Step<Y, D> - The result of each step:

  • Yielded(Y) - Continue with intermediate value
  • Complete(D) - Finished with final value

Design Decisions

sans is built with a clear set of principles:

Minimal Dependencies

The library maintains as few dependencies as possible. Currently, sans only depends on either for the Either<L, R> type used in generic trait implementations. This keeps the dependency tree small, improves compilation times, and reduces supply chain risk.

No Unsafe Code

sans is #![forbid(unsafe_code)] - the entire library leverages Rust's type system and ownership model to provide safe abstractions. This ensures memory safety and prevents undefined behavior without sacrificing performance.

Coroutine Compatibility

The library's design stays similar to Rust's nightly coroutine syntax and semantics. This intentional alignment means that when coroutines stabilize, sans can potentially interoperate with native coroutine syntax, providing a migration path and compatibility layer.

Stable Rust Only

sans compiles on stable Rust (MSRV 1.65+) without requiring any nightly features. This ensures the library can be used in production environments and maintains compatibility with stable toolchains.

Zero-Cost Abstractions

Coroutines are designed to be as zero-cost as possible:

  • No allocations in core combinators (once, repeat, chain, map_*)
  • Stack-based state machines
  • Inlining and optimization friendly
  • States are dropped immediately after completion to free resources

The only allocations occur in dynamic-size operations (join_vec, init_join_vec) which require Vec for runtime-determined numbers of coroutines.
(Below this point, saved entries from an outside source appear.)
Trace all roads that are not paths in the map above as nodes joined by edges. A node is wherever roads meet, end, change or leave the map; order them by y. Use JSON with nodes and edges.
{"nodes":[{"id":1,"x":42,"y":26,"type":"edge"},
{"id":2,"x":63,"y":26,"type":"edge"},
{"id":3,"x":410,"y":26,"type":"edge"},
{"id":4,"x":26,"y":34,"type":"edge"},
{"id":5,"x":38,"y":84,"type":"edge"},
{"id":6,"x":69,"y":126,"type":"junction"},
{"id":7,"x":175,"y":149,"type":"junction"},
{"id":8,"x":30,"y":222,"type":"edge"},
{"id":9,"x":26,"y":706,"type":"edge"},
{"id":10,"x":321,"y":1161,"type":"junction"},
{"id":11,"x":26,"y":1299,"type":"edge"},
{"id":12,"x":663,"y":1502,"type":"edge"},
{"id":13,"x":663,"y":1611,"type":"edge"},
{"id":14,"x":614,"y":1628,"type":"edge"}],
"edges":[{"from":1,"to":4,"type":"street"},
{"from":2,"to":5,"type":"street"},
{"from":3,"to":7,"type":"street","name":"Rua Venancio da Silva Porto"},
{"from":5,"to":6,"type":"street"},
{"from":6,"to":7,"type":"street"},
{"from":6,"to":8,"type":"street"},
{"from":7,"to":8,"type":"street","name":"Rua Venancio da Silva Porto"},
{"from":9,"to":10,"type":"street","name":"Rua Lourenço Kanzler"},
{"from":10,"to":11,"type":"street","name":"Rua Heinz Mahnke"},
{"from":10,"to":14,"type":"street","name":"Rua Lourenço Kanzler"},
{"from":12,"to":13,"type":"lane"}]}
Fixed-size operations use stack-allocated arrays.

Inspiration

sans draws inspiration from several excellent projects in the Rust ecosystem:

  • nom - The parser combinator library that pioneered composable, type-safe parsing in Rust. sans applies similar principles to stateful computation and coroutine pipelines.

  • genawaiter - Generator implementation that explores yielding and resumption patterns in Rust.

  • corosensei - Stackful coroutine library demonstrating low-level coroutine control in Rust.

  • propane - Generator and coroutine exploration focusing on ergonomic async patterns.

While these libraries focus on different aspects (parsing, stackful coroutines, async generators), sans synthesizes ideas from all of them to provide a coroutine combinator library focused on composability, type safety, and explicit control flow.

Contributing

  • TBD

License

See the LICENSE file in the repository for licensing information.